─── Records supplied ───

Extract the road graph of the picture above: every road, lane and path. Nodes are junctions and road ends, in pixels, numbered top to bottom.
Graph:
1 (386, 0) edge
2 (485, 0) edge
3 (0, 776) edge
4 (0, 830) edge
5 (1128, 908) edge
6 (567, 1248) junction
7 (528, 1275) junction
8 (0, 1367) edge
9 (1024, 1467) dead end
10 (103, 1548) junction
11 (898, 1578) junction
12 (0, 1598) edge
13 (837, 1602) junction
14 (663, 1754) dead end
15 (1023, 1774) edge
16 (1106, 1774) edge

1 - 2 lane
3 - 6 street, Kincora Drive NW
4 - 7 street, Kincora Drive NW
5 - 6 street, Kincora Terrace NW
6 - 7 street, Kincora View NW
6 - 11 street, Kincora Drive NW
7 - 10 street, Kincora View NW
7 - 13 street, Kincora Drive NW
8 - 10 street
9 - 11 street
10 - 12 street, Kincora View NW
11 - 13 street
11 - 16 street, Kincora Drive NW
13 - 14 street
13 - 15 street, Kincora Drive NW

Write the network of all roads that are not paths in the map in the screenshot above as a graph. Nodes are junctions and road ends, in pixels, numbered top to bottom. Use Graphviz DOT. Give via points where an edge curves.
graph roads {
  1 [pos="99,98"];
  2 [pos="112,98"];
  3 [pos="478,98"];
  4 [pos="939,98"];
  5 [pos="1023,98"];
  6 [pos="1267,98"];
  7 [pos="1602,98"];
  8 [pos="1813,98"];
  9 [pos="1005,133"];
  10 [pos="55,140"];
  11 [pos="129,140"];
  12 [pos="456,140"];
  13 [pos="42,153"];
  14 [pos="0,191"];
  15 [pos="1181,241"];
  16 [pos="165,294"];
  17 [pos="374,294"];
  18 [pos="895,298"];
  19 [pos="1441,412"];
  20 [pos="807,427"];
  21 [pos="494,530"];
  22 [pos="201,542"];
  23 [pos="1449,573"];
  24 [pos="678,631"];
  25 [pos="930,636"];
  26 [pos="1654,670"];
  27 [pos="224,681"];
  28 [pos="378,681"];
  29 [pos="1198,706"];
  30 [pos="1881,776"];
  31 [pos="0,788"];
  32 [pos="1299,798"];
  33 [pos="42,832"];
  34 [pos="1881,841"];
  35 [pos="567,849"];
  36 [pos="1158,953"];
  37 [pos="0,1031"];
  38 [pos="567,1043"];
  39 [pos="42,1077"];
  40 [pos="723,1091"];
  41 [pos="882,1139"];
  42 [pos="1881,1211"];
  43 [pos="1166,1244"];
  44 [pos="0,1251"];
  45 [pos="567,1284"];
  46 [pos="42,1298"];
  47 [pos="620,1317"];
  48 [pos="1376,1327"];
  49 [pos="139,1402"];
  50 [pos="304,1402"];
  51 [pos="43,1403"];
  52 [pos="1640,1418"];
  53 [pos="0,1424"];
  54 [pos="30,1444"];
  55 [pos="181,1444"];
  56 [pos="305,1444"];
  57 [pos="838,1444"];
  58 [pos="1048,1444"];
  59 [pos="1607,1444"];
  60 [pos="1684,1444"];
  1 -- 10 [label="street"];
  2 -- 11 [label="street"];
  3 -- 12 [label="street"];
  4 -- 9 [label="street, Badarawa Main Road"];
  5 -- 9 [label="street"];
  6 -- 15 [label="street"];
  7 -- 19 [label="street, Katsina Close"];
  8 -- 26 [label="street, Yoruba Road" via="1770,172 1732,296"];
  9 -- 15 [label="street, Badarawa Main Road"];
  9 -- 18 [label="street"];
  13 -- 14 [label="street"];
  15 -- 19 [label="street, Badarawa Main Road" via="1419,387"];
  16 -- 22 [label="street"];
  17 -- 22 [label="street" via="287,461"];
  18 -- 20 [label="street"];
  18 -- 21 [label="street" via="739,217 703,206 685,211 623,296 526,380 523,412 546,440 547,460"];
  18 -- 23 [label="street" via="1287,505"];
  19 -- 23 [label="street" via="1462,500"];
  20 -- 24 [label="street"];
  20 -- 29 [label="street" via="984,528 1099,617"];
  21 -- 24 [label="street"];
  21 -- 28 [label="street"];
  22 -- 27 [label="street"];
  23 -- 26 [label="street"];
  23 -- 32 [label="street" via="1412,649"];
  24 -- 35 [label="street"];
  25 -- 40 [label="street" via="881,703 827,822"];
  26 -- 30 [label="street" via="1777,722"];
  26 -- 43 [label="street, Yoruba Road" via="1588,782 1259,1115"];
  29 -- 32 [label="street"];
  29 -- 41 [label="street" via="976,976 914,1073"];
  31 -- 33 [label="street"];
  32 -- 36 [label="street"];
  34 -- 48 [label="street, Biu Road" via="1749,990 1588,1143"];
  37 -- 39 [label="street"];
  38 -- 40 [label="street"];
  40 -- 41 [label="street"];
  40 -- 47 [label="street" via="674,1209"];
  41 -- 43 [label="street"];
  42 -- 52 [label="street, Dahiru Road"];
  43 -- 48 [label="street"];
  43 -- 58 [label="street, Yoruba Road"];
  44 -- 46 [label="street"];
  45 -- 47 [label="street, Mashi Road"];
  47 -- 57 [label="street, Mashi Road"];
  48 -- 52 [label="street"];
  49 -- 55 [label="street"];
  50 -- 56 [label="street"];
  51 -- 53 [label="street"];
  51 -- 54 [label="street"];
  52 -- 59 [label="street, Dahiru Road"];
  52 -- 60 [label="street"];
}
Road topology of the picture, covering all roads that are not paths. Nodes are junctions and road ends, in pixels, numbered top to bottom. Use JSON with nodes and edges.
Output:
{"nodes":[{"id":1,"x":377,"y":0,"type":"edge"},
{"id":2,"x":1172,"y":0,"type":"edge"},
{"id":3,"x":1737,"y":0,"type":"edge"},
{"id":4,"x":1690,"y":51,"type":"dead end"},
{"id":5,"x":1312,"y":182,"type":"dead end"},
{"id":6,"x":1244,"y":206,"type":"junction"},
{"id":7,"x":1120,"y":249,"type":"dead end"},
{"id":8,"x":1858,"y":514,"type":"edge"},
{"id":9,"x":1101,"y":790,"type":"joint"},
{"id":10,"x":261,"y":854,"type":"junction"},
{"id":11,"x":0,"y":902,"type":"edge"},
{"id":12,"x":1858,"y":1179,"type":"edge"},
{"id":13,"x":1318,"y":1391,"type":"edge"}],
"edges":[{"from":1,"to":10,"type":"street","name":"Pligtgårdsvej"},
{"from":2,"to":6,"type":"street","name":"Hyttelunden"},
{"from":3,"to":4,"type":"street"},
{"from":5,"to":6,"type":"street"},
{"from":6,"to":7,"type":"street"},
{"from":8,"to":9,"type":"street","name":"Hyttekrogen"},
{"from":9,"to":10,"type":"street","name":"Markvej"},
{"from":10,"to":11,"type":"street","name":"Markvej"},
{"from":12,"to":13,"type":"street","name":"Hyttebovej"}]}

───

→ **Task item**
Give back the entire listing exactly as it was written.

→ **Your solution**
Extract the road graph of the picture above: every road, lane and path. Nodes are junctions and road ends, in pixels, numbered top to bottom.
Graph:
1 (386, 0) edge
2 (485, 0) edge
3 (0, 776) edge
4 (0, 830) edge
5 (1128, 908) edge
6 (567, 1248) junction
7 (528, 1275) junction
8 (0, 1367) edge
9 (1024, 1467) dead end
10 (103, 1548) junction
11 (898, 1578) junction
12 (0, 1598) edge
13 (837, 1602) junction
14 (663, 1754) dead end
15 (1023, 1774) edge
16 (1106, 1774) edge

1 - 2 lane
3 - 6 street, Kincora Drive NW
4 - 7 street, Kincora Drive NW
5 - 6 street, Kincora Terrace NW
6 - 7 street, Kincora View NW
6 - 11 street, Kincora Drive NW
7 - 10 street, Kincora View NW
7 - 13 street, Kincora Drive NW
8 - 10 street
9 - 11 street
10 - 12 street, Kincora View NW
11 - 13 street
11 - 16 street, Kincora Drive NW
13 - 14 street
13 - 15 street, Kincora Drive NW

Write the network of all roads that are not paths in the map in the screenshot above as a graph. Nodes are junctions and road ends, in pixels, numbered top to bottom. Use Graphviz DOT. Give via points where an edge curves.
graph roads {
  1 [pos="99,98"];
  2 [pos="112,98"];
  3 [pos="478,98"];
  4 [pos="939,98"];
  5 [pos="1023,98"];
  6 [pos="1267,98"];
  7 [pos="1602,98"];
  8 [pos="1813,98"];
  9 [pos="1005,133"];
  10 [pos="55,140"];
  11 [pos="129,140"];
  12 [pos="456,140"];
  13 [pos="42,153"];
  14 [pos="0,191"];
  15 [pos="1181,241"];
  16 [pos="165,294"];
  17 [pos="374,294"];
  18 [pos="895,298"];
  19 [pos="1441,412"];
  20 [pos="807,427"];
  21 [pos="494,530"];
  22 [pos="201,542"];
  23 [pos="1449,573"];
  24 [pos="678,631"];
  25 [pos="930,636"];
  26 [pos="1654,670"];
  27 [pos="224,681"];
  28 [pos="378,681"];
  29 [pos="1198,706"];
  30 [pos="1881,776"];
  31 [pos="0,788"];
  32 [pos="1299,798"];
  33 [pos="42,832"];
  34 [pos="1881,841"];
  35 [pos="567,849"];
  36 [pos="1158,953"];
  37 [pos="0,1031"];
  38 [pos="567,1043"];
  39 [pos="42,1077"];
  40 [pos="723,1091"];
  41 [pos="882,1139"];
  42 [pos="1881,1211"];
  43 [pos="1166,1244"];
  44 [pos="0,1251"];
  45 [pos="567,1284"];
  46 [pos="42,1298"];
  47 [pos="620,1317"];
  48 [pos="1376,1327"];
  49 [pos="139,1402"];
  50 [pos="304,1402"];
  51 [pos="43,1403"];
  52 [pos="1640,1418"];
  53 [pos="0,1424"];
  54 [pos="30,1444"];
  55 [pos="181,1444"];
  56 [pos="305,1444"];
  57 [pos="838,1444"];
  58 [pos="1048,1444"];
  59 [pos="1607,1444"];
  60 [pos="1684,1444"];
  1 -- 10 [label="street"];
  2 -- 11 [label="street"];
  3 -- 12 [label="street"];
  4 -- 9 [label="street, Badarawa Main Road"];
  5 -- 9 [label="street"];
  6 -- 15 [label="street"];
  7 -- 19 [label="street, Katsina Close"];
  8 -- 26 [label="street, Yoruba Road" via="1770,172 1732,296"];
  9 -- 15 [label="street, Badarawa Main Road"];
  9 -- 18 [label="street"];
  13 -- 14 [label="street"];
  15 -- 19 [label="street, Badarawa Main Road" via="1419,387"];
  16 -- 22 [label="street"];
  17 -- 22 [label="street" via="287,461"];
  18 -- 20 [label="street"];
  18 -- 21 [label="street" via="739,217 703,206 685,211 623,296 526,380 523,412 546,440 547,460"];
  18 -- 23 [label="street" via="1287,505"];
  19 -- 23 [label="street" via="1462,500"];
  20 -- 24 [label="street"];
  20 -- 29 [label="street" via="984,528 1099,617"];
  21 -- 24 [label="street"];
  21 -- 28 [label="street"];
  22 -- 27 [label="street"];
  23 -- 26 [label="street"];
  23 -- 32 [label="street" via="1412,649"];
  24 -- 35 [label="street"];
  25 -- 40 [label="street" via="881,703 827,822"];
  26 -- 30 [label="street" via="1777,722"];
  26 -- 43 [label="street, Yoruba Road" via="1588,782 1259,1115"];
  29 -- 32 [label="street"];
  29 -- 41 [label="street" via="976,976 914,1073"];
  31 -- 33 [label="street"];
  32 -- 36 [label="street"];
  34 -- 48 [label="street, Biu Road" via="1749,990 1588,1143"];
  37 -- 39 [label="street"];
  38 -- 40 [label="street"];
  40 -- 41 [label="street"];
  40 -- 47 [label="street" via="674,1209"];
  41 -- 43 [label="street"];
  42 -- 52 [label="street, Dahiru Road"];
  43 -- 48 [label="street"];
  43 -- 58 [label="street, Yoruba Road"];
  44 -- 46 [label="street"];
  45 -- 47 [label="street, Mashi Road"];
  47 -- 57 [label="street, Mashi Road"];
  48 -- 52 [label="street"];
  49 -- 55 [label="street"];
  50 -- 56 [label="street"];
  51 -- 53 [label="street"];
  51 -- 54 [label="street"];
  52 -- 59 [label="street, Dahiru Road"];
  52 -- 60 [label="street"];
}
Road topology of the picture, covering all roads that are not paths. Nodes are junctions and road ends, in pixels, numbered top to bottom. Use JSON with nodes and edges.
Output:
{"nodes":[{"id":1,"x":377,"y":0,"type":"edge"},
{"id":2,"x":1172,"y":0,"type":"edge"},
{"id":3,"x":1737,"y":0,"type":"edge"},
{"id":4,"x":1690,"y":51,"type":"dead end"},
{"id":5,"x":1312,"y":182,"type":"dead end"},
{"id":6,"x":1244,"y":206,"type":"junction"},
{"id":7,"x":1120,"y":249,"type":"dead end"},
{"id":8,"x":1858,"y":514,"type":"edge"},
{"id":9,"x":1101,"y":790,"type":"joint"},
{"id":10,"x":261,"y":854,"type":"junction"},
{"id":11,"x":0,"y":902,"type":"edge"},
{"id":12,"x":1858,"y":1179,"type":"edge"},
{"id":13,"x":1318,"y":1391,"type":"edge"}],
"edges":[{"from":1,"to":10,"type":"street","name":"Pligtgårdsvej"},
{"from":2,"to":6,"type":"street","name":"Hyttelunden"},
{"from":3,"to":4,"type":"street"},
{"from":5,"to":6,"type":"street"},
{"from":6,"to":7,"type":"street"},
{"from":8,"to":9,"type":"street","name":"Hyttekrogen"},
{"from":9,"to":10,"type":"street","name":"Markvej"},
{"from":10,"to":11,"type":"street","name":"Markvej"},
{"from":12,"to":13,"type":"street","name":"Hyttebovej"}]}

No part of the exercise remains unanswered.